The ruling rejected Constand's argument that her tweets were permissible because she did not mention Cosby by name.

Because her statements referred loosely to the alleged incident, whether or not she was in fact talking about Cosby is a question that merits being answered in court, Robreno said.

The judge used similar logic in advancing Cosby's claims against American Media.

The actor argued that the Enquirer broke its vow of silence by discussing Constand's allegations against him in several articles about his new accusers, which reportedly had titles like "99 Victims in 43 Years for Bill Cosby!" and "Bill Cosby's Sickening Attacks Behind the Scenes of the Cosby Show."

Judge Robreno wrote that "questions of fact remain" as to whether those articles disclosed details of Constand's case that had previously been kept private by the settlement, dismissing the tabloid's arguments to the contrary as "unpersuasive."

Far less successful were Cosby's claims that all parties involved in Constand's suit had violated the settlement agreement by cooperating with police in a criminal investigation of the alleged assault, which after new accusations against the star were levied.

The Montgomery County, Pennsylvania district attorney, where Constand claims Cosby raped her in his home, declined to press charges when she initially came forward, according to court documents.

Constand and lawyers, Jennifer Troiani and Bebe Kivitz, who were also sued by Cosby for alleged breach of the settlement, had a legal duty to aid in the criminal investigation against the star, the judge said. T

heir obligation to do so trumps any private agreement they made with Cosby and renders their vow of silence "unenforceable" in this specific situation, the ruling states.

"A contract based on a promise or agreement to keep secret a crime which has been committed is opposed to public policy and offensive to the law," Robreno wrote, quoting one of many federal precedents that he applied to the case.

"It is the obligation of the courts to refrain from the exertion of such judicial power," the judge continues.

Constand's sister, Gianna Constand, who was also a party to the 2006 settlement, was eliminated as a defendant from Cosby's breach of contract lawsuit by virtue of the judge's decision that talking to the police about the case did not violate its terms.

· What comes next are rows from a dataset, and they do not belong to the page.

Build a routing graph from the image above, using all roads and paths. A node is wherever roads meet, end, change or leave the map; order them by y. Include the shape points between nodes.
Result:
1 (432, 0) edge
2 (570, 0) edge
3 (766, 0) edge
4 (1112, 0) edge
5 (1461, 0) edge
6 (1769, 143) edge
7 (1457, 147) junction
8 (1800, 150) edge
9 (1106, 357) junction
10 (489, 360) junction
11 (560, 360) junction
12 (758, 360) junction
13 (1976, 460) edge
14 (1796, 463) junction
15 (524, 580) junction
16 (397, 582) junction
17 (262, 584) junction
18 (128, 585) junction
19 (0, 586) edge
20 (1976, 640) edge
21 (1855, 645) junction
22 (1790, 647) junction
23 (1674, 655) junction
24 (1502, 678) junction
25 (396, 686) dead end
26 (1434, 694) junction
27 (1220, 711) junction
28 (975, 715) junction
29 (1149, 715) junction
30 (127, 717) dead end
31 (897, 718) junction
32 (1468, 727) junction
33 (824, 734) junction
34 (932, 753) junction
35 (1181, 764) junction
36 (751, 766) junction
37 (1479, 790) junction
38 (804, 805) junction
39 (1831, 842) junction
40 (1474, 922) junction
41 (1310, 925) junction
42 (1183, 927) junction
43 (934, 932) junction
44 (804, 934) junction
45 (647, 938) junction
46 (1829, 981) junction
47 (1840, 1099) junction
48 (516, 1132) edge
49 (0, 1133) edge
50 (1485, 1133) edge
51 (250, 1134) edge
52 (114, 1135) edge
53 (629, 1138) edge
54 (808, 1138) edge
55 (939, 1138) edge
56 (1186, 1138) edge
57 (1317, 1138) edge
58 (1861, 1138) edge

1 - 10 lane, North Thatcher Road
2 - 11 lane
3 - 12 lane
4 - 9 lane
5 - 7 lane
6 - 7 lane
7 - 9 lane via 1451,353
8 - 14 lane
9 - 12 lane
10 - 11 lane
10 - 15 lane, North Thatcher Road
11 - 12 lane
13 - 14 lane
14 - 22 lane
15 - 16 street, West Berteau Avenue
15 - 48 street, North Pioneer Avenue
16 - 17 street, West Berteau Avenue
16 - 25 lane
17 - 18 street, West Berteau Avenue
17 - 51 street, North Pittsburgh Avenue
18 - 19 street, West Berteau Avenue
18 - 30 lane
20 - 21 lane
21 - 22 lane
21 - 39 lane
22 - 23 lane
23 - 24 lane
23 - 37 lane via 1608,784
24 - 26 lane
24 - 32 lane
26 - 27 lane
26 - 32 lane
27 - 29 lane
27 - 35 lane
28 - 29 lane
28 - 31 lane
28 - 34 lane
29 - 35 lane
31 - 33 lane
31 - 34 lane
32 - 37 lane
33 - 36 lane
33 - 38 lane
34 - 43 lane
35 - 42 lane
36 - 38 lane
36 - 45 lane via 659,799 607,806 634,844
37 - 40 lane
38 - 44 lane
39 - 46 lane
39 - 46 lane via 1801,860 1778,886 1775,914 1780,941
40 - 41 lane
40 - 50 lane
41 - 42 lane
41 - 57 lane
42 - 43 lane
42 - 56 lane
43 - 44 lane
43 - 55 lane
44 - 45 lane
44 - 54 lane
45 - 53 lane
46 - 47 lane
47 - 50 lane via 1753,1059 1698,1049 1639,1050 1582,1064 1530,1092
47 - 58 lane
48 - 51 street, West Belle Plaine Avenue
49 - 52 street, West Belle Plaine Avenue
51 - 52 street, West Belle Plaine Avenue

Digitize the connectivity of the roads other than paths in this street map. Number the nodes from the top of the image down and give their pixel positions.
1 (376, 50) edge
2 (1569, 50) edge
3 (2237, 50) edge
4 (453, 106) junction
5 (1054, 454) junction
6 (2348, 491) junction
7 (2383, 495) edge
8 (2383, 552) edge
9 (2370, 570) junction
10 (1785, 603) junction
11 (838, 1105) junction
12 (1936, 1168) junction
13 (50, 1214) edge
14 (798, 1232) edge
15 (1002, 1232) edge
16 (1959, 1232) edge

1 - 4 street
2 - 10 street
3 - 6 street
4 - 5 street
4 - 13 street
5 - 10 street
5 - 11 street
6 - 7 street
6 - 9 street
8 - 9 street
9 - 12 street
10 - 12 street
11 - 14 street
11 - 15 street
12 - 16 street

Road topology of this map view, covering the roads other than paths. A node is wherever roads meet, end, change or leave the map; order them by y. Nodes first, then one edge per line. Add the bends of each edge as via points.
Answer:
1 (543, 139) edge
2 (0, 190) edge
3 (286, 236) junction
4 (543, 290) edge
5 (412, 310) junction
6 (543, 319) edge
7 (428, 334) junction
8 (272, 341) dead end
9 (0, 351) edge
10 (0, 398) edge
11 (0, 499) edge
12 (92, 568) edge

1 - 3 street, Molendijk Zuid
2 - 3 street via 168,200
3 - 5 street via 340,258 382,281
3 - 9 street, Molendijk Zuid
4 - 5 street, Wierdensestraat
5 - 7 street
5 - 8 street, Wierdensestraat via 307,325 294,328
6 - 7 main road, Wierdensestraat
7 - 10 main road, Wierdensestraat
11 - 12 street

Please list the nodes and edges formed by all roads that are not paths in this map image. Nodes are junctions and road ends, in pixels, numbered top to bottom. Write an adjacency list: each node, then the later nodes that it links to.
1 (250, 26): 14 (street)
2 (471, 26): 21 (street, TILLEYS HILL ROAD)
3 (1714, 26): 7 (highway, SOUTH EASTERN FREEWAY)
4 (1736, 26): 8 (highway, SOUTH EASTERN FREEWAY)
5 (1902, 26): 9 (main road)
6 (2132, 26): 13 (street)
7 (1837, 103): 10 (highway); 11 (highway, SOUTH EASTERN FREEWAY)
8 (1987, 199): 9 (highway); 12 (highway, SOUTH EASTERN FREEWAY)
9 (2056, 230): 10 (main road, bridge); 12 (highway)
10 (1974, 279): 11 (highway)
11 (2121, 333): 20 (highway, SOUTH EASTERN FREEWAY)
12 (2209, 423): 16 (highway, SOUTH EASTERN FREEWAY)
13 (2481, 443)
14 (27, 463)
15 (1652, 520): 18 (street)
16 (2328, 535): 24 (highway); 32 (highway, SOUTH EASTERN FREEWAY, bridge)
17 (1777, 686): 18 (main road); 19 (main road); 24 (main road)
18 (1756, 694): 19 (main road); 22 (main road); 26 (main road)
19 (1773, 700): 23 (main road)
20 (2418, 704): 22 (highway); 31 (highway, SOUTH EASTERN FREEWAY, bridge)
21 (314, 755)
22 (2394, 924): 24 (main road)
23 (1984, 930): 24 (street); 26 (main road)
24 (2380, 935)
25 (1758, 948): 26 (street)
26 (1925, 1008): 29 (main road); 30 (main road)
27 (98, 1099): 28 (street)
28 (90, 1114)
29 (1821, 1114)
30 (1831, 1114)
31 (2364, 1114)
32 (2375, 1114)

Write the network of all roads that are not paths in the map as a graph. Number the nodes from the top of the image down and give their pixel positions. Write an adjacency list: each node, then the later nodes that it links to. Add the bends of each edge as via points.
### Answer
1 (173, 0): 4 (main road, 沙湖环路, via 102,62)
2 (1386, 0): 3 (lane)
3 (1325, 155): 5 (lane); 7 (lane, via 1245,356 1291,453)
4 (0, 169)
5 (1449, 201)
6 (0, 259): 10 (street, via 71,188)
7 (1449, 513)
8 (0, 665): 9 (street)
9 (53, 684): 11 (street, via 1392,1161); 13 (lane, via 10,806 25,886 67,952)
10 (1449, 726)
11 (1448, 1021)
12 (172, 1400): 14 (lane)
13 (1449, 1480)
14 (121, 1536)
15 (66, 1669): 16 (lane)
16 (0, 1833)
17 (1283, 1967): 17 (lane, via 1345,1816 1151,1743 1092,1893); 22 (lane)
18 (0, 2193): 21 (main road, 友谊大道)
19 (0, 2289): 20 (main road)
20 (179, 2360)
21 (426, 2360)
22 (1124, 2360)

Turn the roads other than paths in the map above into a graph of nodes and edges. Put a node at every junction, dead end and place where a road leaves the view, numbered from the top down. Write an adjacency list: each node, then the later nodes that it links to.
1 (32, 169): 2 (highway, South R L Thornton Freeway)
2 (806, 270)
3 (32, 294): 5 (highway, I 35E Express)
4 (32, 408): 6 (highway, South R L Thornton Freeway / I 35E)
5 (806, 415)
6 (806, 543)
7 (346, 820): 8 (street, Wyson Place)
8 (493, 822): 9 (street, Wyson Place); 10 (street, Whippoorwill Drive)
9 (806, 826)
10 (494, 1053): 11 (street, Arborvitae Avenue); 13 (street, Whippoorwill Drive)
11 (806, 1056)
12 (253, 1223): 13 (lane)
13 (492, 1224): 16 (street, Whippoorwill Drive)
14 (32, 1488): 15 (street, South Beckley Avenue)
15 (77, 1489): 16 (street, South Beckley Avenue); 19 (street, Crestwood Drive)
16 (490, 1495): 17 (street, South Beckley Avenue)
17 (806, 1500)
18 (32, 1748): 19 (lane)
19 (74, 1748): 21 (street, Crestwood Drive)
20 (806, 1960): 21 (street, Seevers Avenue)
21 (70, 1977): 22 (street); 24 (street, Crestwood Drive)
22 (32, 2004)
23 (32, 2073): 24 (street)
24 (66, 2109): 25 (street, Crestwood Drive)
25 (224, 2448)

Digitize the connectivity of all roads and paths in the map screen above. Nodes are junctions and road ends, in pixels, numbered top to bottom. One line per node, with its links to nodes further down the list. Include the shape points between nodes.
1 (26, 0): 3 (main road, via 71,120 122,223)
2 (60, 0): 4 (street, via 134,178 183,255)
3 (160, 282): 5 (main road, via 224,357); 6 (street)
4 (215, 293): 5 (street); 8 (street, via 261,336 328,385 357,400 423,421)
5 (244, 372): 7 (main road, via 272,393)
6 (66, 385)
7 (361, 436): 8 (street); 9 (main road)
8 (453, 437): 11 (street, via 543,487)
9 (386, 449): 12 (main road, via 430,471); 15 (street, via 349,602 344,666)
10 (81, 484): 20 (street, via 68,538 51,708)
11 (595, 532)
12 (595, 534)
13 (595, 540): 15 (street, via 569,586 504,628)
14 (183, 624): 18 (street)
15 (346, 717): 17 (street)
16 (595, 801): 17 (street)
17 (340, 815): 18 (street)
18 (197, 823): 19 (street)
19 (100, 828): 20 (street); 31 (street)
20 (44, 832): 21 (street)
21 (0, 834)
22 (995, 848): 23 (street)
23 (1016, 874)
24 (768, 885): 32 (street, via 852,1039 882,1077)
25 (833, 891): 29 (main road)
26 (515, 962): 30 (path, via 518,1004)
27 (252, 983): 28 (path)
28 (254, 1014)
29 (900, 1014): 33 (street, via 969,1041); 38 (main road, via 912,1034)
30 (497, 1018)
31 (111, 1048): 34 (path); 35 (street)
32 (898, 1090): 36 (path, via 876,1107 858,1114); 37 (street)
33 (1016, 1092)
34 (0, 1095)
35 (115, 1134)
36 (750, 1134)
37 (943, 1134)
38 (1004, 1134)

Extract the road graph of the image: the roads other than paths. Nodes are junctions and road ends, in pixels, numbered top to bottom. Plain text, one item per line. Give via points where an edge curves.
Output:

The ruling did advance Cosby's breach of contract claims against the lawyers for representing Constand in her lawsuit against onetime Montgomery County District Attorney Bruce Castor, who allegedly defamed the woman in order to justify his decision not to criminally charge Cosby with rape when she first came forward with her accusations.

Troiani and Kivitz publicized their client's defamation suit against Castor with a January 2015 open letter in the Philadelphia Inquirer. The letter lambasted the former DA for his "revisionist history" in public statements on Constand's case and urging him to "issue the apology to her that is 10 years overdue."

The lawyers' public discussion of the matter means they went back on the promise they made when they signed on the dotted line, Cosby argued. Judge Robreno found merit in his claim, stating that it "remains to be seen" whether or not the statements the lawyers made had already been a matter of public record as they contended in their motion to dismiss the suit.

Cosby's successful claims represented a rare glimmer of hope for the embattled comedian, whose circumstances of late are otherwise reportedly pretty bleak.

A Tuesday article in the New York Post painted a gloomy picture of the 79 -year-old's life and health, citing an inside source who claimed the former star is confined to his Pennsylvania home with degenerative eye disease, which has left him "completely blind," and is "in his own personal hell."

Cosby will now await a verdict in the civil claims not thrown out by Judge Robreno, along with several other civil and criminal matters still pending.